- [WHAT NEEDS TO BE DONE]: Restate the records below word for word.

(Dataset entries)
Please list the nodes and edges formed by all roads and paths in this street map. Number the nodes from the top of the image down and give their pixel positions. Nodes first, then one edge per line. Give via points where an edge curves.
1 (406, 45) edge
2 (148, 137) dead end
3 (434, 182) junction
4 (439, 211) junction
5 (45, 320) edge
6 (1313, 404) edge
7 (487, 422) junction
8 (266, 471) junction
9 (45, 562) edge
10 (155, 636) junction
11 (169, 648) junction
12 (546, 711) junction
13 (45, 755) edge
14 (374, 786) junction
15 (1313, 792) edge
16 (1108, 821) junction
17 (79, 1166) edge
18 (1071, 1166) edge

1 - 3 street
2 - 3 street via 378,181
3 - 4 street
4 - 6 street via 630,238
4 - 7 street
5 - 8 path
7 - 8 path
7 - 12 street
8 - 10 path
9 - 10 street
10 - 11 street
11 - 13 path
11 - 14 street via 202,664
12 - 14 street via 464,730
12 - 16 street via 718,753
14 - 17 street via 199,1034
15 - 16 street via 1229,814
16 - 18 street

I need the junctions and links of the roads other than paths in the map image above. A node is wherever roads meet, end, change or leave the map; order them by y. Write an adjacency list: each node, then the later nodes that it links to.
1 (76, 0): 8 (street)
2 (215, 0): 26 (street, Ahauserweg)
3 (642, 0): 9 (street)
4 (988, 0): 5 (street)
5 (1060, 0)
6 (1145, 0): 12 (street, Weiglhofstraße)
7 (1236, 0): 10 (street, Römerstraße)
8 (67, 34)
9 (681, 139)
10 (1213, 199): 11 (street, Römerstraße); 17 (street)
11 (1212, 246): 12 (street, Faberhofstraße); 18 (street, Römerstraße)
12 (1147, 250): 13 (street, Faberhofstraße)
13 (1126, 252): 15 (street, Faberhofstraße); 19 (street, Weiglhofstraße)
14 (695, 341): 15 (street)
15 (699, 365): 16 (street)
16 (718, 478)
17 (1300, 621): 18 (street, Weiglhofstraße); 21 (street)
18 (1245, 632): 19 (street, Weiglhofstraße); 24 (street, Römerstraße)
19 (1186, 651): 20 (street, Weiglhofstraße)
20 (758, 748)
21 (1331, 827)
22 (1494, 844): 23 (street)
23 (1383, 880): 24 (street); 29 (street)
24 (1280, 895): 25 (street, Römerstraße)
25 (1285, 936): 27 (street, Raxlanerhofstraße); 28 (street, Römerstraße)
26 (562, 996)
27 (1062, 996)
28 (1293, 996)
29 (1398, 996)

- [REPLY TO THE TASK]:
Please list the nodes and edges formed by all roads and paths in this street map. Number the nodes from the top of the image down and give their pixel positions. Nodes first, then one edge per line. Give via points where an edge curves.
1 (406, 45) edge
2 (148, 137) dead end
3 (434, 182) junction
4 (439, 211) junction
5 (45, 320) edge
6 (1313, 404) edge
7 (487, 422) junction
8 (266, 471) junction
9 (45, 562) edge
10 (155, 636) junction
11 (169, 648) junction
12 (546, 711) junction
13 (45, 755) edge
14 (374, 786) junction
15 (1313, 792) edge
16 (1108, 821) junction
17 (79, 1166) edge
18 (1071, 1166) edge

1 - 3 street
2 - 3 street via 378,181
3 - 4 street
4 - 6 street via 630,238
4 - 7 street
5 - 8 path
7 - 8 path
7 - 12 street
8 - 10 path
9 - 10 street
10 - 11 street
11 - 13 path
11 - 14 street via 202,664
12 - 14 street via 464,730
12 - 16 street via 718,753
14 - 17 street via 199,1034
15 - 16 street via 1229,814
16 - 18 street

I need the junctions and links of the roads other than paths in the map image above. A node is wherever roads meet, end, change or leave the map; order them by y. Write an adjacency list: each node, then the later nodes that it links to.
1 (76, 0): 8 (street)
2 (215, 0): 26 (street, Ahauserweg)
3 (642, 0): 9 (street)
4 (988, 0): 5 (street)
5 (1060, 0)
6 (1145, 0): 12 (street, Weiglhofstraße)
7 (1236, 0): 10 (street, Römerstraße)
8 (67, 34)
9 (681, 139)
10 (1213, 199): 11 (street, Römerstraße); 17 (street)
11 (1212, 246): 12 (street, Faberhofstraße); 18 (street, Römerstraße)
12 (1147, 250): 13 (street, Faberhofstraße)
13 (1126, 252): 15 (street, Faberhofstraße); 19 (street, Weiglhofstraße)
14 (695, 341): 15 (street)
15 (699, 365): 16 (street)
16 (718, 478)
17 (1300, 621): 18 (street, Weiglhofstraße); 21 (street)
18 (1245, 632): 19 (street, Weiglhofstraße); 24 (street, Römerstraße)
19 (1186, 651): 20 (street, Weiglhofstraße)
20 (758, 748)
21 (1331, 827)
22 (1494, 844): 23 (street)
23 (1383, 880): 24 (street); 29 (street)
24 (1280, 895): 25 (street, Römerstraße)
25 (1285, 936): 27 (street, Raxlanerhofstraße); 28 (street, Römerstraße)
26 (562, 996)
27 (1062, 996)
28 (1293, 996)
29 (1398, 996)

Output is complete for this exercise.